→ **Task objective**
Please give the data below again in full, exactly as it stands.

→ **Material to process**
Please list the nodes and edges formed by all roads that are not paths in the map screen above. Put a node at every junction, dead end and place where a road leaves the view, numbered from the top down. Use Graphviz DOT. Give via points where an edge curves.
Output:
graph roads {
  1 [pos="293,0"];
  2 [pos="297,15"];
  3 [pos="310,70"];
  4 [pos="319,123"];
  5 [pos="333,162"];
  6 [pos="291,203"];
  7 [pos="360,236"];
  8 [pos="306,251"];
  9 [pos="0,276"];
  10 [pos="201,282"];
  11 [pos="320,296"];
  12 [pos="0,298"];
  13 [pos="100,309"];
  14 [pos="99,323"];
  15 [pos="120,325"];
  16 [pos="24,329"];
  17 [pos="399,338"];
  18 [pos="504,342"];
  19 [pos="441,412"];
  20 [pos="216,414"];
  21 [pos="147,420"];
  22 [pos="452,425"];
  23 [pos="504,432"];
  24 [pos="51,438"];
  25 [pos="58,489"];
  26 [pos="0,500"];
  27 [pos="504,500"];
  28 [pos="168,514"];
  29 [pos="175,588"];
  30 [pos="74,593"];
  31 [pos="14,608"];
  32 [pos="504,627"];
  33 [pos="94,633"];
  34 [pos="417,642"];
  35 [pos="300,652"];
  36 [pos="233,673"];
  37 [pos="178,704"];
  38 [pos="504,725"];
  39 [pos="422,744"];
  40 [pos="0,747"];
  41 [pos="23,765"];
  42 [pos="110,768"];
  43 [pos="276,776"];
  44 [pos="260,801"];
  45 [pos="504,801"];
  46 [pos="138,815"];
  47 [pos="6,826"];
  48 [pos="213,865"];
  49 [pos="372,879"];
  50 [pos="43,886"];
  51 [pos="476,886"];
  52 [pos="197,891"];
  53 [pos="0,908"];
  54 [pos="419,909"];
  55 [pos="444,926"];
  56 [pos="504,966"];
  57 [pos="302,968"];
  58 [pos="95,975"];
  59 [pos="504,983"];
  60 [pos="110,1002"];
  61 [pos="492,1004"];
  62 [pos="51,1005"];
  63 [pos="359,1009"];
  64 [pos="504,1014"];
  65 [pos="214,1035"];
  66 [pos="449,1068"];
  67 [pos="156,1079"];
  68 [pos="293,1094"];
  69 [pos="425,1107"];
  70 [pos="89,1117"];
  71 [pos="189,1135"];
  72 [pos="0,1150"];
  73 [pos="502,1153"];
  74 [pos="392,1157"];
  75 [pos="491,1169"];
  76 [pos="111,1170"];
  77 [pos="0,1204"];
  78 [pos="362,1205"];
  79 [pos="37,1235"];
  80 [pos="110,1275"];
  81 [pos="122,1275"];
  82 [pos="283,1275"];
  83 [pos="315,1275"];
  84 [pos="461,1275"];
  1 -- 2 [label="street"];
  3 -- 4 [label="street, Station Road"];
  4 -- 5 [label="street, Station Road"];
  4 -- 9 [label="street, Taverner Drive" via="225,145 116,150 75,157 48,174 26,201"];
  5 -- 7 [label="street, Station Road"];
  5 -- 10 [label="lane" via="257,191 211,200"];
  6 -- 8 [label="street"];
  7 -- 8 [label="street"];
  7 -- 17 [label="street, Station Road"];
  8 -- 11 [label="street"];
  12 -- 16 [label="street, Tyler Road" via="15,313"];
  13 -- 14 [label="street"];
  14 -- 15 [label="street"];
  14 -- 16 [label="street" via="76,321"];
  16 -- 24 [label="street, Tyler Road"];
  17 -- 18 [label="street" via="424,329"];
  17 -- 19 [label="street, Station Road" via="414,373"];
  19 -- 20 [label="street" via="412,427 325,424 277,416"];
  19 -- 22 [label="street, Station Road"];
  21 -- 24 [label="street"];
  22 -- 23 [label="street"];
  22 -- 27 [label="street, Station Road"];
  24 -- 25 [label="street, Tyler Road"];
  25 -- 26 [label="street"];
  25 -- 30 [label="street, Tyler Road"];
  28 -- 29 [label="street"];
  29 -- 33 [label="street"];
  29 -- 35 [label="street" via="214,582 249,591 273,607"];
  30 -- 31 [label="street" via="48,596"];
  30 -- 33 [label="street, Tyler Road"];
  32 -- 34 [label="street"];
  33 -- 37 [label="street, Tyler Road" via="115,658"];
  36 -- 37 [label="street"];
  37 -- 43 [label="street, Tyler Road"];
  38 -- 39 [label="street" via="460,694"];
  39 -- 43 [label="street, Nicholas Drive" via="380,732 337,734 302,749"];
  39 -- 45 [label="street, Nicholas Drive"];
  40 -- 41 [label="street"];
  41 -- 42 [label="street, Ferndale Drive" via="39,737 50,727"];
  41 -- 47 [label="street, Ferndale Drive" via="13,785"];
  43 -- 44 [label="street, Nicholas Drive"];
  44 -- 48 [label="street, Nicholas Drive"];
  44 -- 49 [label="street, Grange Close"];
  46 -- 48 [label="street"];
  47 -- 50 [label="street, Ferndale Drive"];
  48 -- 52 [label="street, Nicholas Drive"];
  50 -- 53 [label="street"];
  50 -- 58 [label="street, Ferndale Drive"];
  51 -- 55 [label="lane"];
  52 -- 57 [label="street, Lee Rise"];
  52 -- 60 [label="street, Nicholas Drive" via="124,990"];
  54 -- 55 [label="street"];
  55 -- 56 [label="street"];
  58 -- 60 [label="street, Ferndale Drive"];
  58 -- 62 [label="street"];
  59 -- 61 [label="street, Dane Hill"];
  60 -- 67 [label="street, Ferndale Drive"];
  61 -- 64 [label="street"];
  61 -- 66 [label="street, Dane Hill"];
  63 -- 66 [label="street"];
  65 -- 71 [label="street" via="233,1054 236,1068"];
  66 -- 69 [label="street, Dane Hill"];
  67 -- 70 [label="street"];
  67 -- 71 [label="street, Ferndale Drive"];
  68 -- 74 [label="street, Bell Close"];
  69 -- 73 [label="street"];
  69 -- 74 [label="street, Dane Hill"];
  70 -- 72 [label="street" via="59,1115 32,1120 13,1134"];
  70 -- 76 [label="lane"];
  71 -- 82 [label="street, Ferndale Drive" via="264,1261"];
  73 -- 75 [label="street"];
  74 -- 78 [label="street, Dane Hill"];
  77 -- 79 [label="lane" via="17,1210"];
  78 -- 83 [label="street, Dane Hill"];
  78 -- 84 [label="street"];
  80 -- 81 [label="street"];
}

→ **Problem solution**
Please list the nodes and edges formed by all roads that are not paths in the map screen above. Put a node at every junction, dead end and place where a road leaves the view, numbered from the top down. Use Graphviz DOT. Give via points where an edge curves.
Output:
graph roads {
  1 [pos="293,0"];
  2 [pos="297,15"];
  3 [pos="310,70"];
  4 [pos="319,123"];
  5 [pos="333,162"];
  6 [pos="291,203"];
  7 [pos="360,236"];
  8 [pos="306,251"];
  9 [pos="0,276"];
  10 [pos="201,282"];
  11 [pos="320,296"];
  12 [pos="0,298"];
  13 [pos="100,309"];
  14 [pos="99,323"];
  15 [pos="120,325"];
  16 [pos="24,329"];
  17 [pos="399,338"];
  18 [pos="504,342"];
  19 [pos="441,412"];
  20 [pos="216,414"];
  21 [pos="147,420"];
  22 [pos="452,425"];
  23 [pos="504,432"];
  24 [pos="51,438"];
  25 [pos="58,489"];
  26 [pos="0,500"];
  27 [pos="504,500"];
  28 [pos="168,514"];
  29 [pos="175,588"];
  30 [pos="74,593"];
  31 [pos="14,608"];
  32 [pos="504,627"];
  33 [pos="94,633"];
  34 [pos="417,642"];
  35 [pos="300,652"];
  36 [pos="233,673"];
  37 [pos="178,704"];
  38 [pos="504,725"];
  39 [pos="422,744"];
  40 [pos="0,747"];
  41 [pos="23,765"];
  42 [pos="110,768"];
  43 [pos="276,776"];
  44 [pos="260,801"];
  45 [pos="504,801"];
  46 [pos="138,815"];
  47 [pos="6,826"];
  48 [pos="213,865"];
  49 [pos="372,879"];
  50 [pos="43,886"];
  51 [pos="476,886"];
  52 [pos="197,891"];
  53 [pos="0,908"];
  54 [pos="419,909"];
  55 [pos="444,926"];
  56 [pos="504,966"];
  57 [pos="302,968"];
  58 [pos="95,975"];
  59 [pos="504,983"];
  60 [pos="110,1002"];
  61 [pos="492,1004"];
  62 [pos="51,1005"];
  63 [pos="359,1009"];
  64 [pos="504,1014"];
  65 [pos="214,1035"];
  66 [pos="449,1068"];
  67 [pos="156,1079"];
  68 [pos="293,1094"];
  69 [pos="425,1107"];
  70 [pos="89,1117"];
  71 [pos="189,1135"];
  72 [pos="0,1150"];
  73 [pos="502,1153"];
  74 [pos="392,1157"];
  75 [pos="491,1169"];
  76 [pos="111,1170"];
  77 [pos="0,1204"];
  78 [pos="362,1205"];
  79 [pos="37,1235"];
  80 [pos="110,1275"];
  81 [pos="122,1275"];
  82 [pos="283,1275"];
  83 [pos="315,1275"];
  84 [pos="461,1275"];
  1 -- 2 [label="street"];
  3 -- 4 [label="street, Station Road"];
  4 -- 5 [label="street, Station Road"];
  4 -- 9 [label="street, Taverner Drive" via="225,145 116,150 75,157 48,174 26,201"];
  5 -- 7 [label="street, Station Road"];
  5 -- 10 [label="lane" via="257,191 211,200"];
  6 -- 8 [label="street"];
  7 -- 8 [label="street"];
  7 -- 17 [label="street, Station Road"];
  8 -- 11 [label="street"];
  12 -- 16 [label="street, Tyler Road" via="15,313"];
  13 -- 14 [label="street"];
  14 -- 15 [label="street"];
  14 -- 16 [label="street" via="76,321"];
  16 -- 24 [label="street, Tyler Road"];
  17 -- 18 [label="street" via="424,329"];
  17 -- 19 [label="street, Station Road" via="414,373"];
  19 -- 20 [label="street" via="412,427 325,424 277,416"];
  19 -- 22 [label="street, Station Road"];
  21 -- 24 [label="street"];
  22 -- 23 [label="street"];
  22 -- 27 [label="street, Station Road"];
  24 -- 25 [label="street, Tyler Road"];
  25 -- 26 [label="street"];
  25 -- 30 [label="street, Tyler Road"];
  28 -- 29 [label="street"];
  29 -- 33 [label="street"];
  29 -- 35 [label="street" via="214,582 249,591 273,607"];
  30 -- 31 [label="street" via="48,596"];
  30 -- 33 [label="street, Tyler Road"];
  32 -- 34 [label="street"];
  33 -- 37 [label="street, Tyler Road" via="115,658"];
  36 -- 37 [label="street"];
  37 -- 43 [label="street, Tyler Road"];
  38 -- 39 [label="street" via="460,694"];
  39 -- 43 [label="street, Nicholas Drive" via="380,732 337,734 302,749"];
  39 -- 45 [label="street, Nicholas Drive"];
  40 -- 41 [label="street"];
  41 -- 42 [label="street, Ferndale Drive" via="39,737 50,727"];
  41 -- 47 [label="street, Ferndale Drive" via="13,785"];
  43 -- 44 [label="street, Nicholas Drive"];
  44 -- 48 [label="street, Nicholas Drive"];
  44 -- 49 [label="street, Grange Close"];
  46 -- 48 [label="street"];
  47 -- 50 [label="street, Ferndale Drive"];
  48 -- 52 [label="street, Nicholas Drive"];
  50 -- 53 [label="street"];
  50 -- 58 [label="street, Ferndale Drive"];
  51 -- 55 [label="lane"];
  52 -- 57 [label="street, Lee Rise"];
  52 -- 60 [label="street, Nicholas Drive" via="124,990"];
  54 -- 55 [label="street"];
  55 -- 56 [label="street"];
  58 -- 60 [label="street, Ferndale Drive"];
  58 -- 62 [label="street"];
  59 -- 61 [label="street, Dane Hill"];
  60 -- 67 [label="street, Ferndale Drive"];
  61 -- 64 [label="street"];
  61 -- 66 [label="street, Dane Hill"];
  63 -- 66 [label="street"];
  65 -- 71 [label="street" via="233,1054 236,1068"];
  66 -- 69 [label="street, Dane Hill"];
  67 -- 70 [label="street"];
  67 -- 71 [label="street, Ferndale Drive"];
  68 -- 74 [label="street, Bell Close"];
  69 -- 73 [label="street"];
  69 -- 74 [label="street, Dane Hill"];
  70 -- 72 [label="street" via="59,1115 32,1120 13,1134"];
  70 -- 76 [label="lane"];
  71 -- 82 [label="street, Ferndale Drive" via="264,1261"];
  73 -- 75 [label="street"];
  74 -- 78 [label="street, Dane Hill"];
  77 -- 79 [label="lane" via="17,1210"];
  78 -- 83 [label="street, Dane Hill"];
  78 -- 84 [label="street"];
  80 -- 81 [label="street"];
}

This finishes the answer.